Depending on the protocol, RT-qPCR could run for 1h:30min or 2hours. A 384 well plate is numbered from left to right (1 – 24 wells) and from top to bottom A – P respectively. In pool testing, each well represents 10
individual sample and in duplicates across 24 wells divided by 2 that is 10 samples into 12 wells and a
total of 120 samples across the plate row.

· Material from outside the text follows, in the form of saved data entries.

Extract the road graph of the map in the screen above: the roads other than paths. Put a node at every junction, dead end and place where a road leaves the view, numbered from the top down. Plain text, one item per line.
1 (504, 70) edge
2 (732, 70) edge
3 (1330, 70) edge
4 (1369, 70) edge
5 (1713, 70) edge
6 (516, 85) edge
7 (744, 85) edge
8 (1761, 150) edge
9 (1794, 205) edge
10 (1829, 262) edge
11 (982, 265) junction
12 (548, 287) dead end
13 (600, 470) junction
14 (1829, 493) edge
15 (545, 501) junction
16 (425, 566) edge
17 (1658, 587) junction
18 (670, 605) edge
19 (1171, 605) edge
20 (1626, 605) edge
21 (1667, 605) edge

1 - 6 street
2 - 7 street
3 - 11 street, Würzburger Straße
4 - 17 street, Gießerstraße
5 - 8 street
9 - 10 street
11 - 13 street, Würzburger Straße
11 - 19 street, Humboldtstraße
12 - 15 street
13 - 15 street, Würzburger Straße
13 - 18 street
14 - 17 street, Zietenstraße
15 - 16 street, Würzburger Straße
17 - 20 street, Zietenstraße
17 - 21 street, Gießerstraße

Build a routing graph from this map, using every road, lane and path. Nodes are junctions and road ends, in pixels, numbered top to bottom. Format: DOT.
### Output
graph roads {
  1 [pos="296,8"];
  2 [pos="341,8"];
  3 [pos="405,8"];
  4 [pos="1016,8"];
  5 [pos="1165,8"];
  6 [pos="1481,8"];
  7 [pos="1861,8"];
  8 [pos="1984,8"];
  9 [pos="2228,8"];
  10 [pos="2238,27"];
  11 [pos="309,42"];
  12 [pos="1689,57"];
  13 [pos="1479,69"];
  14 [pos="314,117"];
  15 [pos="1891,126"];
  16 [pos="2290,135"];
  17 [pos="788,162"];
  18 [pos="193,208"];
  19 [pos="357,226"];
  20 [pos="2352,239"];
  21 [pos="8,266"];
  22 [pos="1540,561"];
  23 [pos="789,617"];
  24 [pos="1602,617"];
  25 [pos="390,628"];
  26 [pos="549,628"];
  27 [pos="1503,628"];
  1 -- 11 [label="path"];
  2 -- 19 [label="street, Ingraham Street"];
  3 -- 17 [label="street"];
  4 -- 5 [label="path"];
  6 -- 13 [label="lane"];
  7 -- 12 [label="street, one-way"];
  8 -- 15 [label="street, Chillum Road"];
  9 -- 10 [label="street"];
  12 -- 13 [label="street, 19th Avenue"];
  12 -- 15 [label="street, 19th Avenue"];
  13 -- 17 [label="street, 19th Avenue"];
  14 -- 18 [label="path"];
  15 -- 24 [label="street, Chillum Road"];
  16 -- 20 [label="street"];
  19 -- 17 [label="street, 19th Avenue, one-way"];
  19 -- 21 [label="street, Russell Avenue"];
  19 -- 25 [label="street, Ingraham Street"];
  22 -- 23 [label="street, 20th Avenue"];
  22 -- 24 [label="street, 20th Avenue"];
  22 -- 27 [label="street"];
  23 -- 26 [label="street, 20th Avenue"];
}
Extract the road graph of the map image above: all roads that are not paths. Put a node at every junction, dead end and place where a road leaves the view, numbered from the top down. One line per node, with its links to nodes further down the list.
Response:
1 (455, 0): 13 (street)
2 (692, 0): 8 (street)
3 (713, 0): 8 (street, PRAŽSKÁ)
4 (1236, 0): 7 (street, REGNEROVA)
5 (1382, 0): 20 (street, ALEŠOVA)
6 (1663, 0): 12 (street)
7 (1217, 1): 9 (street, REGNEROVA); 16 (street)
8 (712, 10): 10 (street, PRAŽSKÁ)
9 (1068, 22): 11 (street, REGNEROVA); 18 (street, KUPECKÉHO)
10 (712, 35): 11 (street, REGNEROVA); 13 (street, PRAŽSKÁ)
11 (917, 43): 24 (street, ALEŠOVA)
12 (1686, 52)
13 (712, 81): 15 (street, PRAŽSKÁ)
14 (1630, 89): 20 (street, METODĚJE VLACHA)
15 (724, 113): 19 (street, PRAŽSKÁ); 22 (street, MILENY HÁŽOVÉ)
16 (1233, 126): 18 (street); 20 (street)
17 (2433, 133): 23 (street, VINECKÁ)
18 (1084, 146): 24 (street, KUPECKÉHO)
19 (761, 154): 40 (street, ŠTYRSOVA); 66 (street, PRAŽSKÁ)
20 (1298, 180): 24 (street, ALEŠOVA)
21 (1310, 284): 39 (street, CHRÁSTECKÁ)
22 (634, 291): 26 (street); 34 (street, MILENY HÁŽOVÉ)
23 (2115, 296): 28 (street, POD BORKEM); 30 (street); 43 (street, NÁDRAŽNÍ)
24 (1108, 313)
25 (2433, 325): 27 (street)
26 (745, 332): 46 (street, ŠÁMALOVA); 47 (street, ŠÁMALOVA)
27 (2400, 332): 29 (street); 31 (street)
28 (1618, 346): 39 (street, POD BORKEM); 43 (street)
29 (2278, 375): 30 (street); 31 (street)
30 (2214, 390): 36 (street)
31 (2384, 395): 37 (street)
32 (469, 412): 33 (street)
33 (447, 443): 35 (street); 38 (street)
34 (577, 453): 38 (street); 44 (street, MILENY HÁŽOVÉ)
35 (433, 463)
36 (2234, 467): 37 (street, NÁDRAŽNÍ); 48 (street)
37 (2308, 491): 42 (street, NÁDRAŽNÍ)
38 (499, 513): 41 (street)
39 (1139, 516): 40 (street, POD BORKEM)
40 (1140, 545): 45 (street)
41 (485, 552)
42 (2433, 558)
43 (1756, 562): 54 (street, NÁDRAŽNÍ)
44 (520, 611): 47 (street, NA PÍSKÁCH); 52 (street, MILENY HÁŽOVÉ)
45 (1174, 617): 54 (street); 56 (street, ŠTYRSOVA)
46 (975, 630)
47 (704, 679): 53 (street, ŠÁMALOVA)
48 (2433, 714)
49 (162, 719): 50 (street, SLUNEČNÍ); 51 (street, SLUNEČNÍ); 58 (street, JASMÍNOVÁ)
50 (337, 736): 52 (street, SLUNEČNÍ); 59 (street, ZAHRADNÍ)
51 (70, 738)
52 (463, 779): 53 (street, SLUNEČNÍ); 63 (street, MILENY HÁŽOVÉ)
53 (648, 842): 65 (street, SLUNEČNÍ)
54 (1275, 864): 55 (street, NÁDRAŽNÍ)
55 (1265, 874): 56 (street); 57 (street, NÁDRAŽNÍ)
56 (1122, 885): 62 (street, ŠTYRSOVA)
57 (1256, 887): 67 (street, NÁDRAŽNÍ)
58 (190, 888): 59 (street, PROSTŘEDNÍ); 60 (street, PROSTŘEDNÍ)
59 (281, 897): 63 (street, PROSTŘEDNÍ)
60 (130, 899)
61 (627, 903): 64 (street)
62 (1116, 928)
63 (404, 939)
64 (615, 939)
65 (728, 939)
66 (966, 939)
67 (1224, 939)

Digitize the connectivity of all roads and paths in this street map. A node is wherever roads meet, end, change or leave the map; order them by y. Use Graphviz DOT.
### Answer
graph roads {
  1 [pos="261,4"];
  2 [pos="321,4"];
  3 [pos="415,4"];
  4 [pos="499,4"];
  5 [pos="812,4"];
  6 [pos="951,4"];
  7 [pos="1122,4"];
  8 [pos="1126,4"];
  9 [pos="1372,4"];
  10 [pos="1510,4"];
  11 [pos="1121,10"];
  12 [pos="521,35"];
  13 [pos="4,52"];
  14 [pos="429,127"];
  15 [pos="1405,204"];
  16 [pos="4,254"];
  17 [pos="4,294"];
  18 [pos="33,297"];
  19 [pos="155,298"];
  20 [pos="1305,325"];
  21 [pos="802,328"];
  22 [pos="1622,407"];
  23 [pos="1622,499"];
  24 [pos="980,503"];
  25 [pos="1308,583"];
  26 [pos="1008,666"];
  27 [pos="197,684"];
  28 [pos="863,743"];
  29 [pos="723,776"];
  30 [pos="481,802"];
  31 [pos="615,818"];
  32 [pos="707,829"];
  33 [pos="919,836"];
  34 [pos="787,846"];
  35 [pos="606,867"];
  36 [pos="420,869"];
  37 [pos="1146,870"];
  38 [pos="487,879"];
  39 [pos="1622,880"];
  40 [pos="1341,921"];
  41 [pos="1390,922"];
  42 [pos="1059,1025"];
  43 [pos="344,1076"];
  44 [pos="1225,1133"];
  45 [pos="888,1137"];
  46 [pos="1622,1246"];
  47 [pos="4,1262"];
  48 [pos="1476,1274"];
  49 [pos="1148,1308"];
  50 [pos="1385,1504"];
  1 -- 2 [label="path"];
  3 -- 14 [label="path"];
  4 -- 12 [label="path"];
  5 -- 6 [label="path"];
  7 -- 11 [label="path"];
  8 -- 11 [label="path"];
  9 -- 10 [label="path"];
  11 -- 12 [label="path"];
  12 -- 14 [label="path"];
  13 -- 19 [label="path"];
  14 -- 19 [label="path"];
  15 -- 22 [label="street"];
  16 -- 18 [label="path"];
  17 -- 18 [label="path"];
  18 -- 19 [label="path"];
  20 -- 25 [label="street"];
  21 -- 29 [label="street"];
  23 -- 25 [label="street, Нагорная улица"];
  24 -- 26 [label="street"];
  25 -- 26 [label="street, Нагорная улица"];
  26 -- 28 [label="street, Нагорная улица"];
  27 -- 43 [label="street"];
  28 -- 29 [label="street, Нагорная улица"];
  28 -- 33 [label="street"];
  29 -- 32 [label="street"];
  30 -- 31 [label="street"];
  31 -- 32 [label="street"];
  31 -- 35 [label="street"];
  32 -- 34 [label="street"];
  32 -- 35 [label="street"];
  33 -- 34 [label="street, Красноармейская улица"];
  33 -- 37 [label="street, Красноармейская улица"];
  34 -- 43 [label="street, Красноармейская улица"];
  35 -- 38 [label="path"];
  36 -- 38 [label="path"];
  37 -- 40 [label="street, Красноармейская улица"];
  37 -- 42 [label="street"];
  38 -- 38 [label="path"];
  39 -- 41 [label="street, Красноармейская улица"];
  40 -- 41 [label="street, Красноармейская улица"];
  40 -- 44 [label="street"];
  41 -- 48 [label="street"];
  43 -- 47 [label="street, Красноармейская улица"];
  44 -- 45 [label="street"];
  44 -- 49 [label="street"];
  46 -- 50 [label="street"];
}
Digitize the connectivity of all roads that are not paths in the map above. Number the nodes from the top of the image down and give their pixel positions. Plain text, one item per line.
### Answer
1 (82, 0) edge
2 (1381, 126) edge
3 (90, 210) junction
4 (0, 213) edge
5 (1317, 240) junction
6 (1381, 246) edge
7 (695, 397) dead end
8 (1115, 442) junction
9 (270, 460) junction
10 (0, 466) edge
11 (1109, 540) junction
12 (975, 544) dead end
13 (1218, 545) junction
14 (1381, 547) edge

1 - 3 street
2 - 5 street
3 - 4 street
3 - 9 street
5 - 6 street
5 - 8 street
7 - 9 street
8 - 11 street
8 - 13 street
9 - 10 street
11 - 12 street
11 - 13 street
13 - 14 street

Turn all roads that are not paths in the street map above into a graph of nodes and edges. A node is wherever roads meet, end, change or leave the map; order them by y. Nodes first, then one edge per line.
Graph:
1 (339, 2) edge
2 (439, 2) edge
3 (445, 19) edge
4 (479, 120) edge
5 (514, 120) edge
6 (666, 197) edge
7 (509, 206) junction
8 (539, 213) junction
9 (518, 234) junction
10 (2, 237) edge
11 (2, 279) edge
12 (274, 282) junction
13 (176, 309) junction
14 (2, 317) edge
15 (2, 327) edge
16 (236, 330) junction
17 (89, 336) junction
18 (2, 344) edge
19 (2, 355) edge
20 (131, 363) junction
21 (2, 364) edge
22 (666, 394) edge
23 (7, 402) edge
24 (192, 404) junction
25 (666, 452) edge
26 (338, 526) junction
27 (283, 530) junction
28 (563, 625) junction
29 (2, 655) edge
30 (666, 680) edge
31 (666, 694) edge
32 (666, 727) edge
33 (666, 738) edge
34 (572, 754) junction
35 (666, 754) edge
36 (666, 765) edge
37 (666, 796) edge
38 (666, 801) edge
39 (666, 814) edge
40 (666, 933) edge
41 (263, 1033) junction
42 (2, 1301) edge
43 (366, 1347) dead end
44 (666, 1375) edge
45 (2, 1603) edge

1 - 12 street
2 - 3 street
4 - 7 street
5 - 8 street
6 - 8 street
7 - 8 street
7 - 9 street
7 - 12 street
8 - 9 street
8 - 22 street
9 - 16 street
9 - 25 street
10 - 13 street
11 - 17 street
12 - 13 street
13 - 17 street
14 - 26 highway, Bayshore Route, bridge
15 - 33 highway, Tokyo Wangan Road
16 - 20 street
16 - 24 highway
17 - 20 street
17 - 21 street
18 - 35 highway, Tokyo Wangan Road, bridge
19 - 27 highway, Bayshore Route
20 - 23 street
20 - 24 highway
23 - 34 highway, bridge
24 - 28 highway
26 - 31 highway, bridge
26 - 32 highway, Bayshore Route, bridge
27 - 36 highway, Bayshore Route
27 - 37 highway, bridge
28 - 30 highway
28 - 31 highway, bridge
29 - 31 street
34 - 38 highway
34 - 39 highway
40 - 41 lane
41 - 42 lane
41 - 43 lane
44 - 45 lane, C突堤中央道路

Leaving out the bottom wells i.e. P1 – P24 for positive or negative control samples; 2 hours run will produce 1,800 samples in the entire plate. Assuming only 10 wells produce COVID19 positive result, i.e. 10 samples in a well multiply by 10 wells = 100 samples, this would mean running 100 individual samples separately. However, we have achieved 1,700 (COVID-19 negative cases) sample run in 2hours. Again, if for instance, from sample
preparation to RT-qPCR takes about 4 hours, it means we could achieve 10,800 tests in 24 hours per
So far, the NCDC has done a total of 23,835 tests and of these numbers, only 3,912 are confirmed positive cases. This simply means the percentage of positive case as of 9th May 2020 is 0.16%; this into 10,800 tests per machine (as previously explained) would mean 1,728 positive COVID19 cases to be rerun from the pool testing. However, we’ve successfully run 9,072 COVID-19 confirmed negative cases and 1,728 COVID-19 confirmed positive cases respectively.
Individual COVID-19 RT-qPCR testing is highly expensive for low- and middle-income countries, and with the current deficit in supply chain, sourcing for needed reagents will limit these countries in conducting a large number of tests. However, a number of countries (Ghana, South Africa, Andaman and Nicobar Island, and German Red Cross Blood Donor Service and the Institute of Medical Virology at the University Hospital Frankfurt at Goethe University have equally developed pool testing procedure) have adopted the pool testing strategy in the fight against COVID19. If we must catch up with this coronavirus, we need to change our strategy and that strategy is migrating from individual testing to carefully optimised sample pool testing.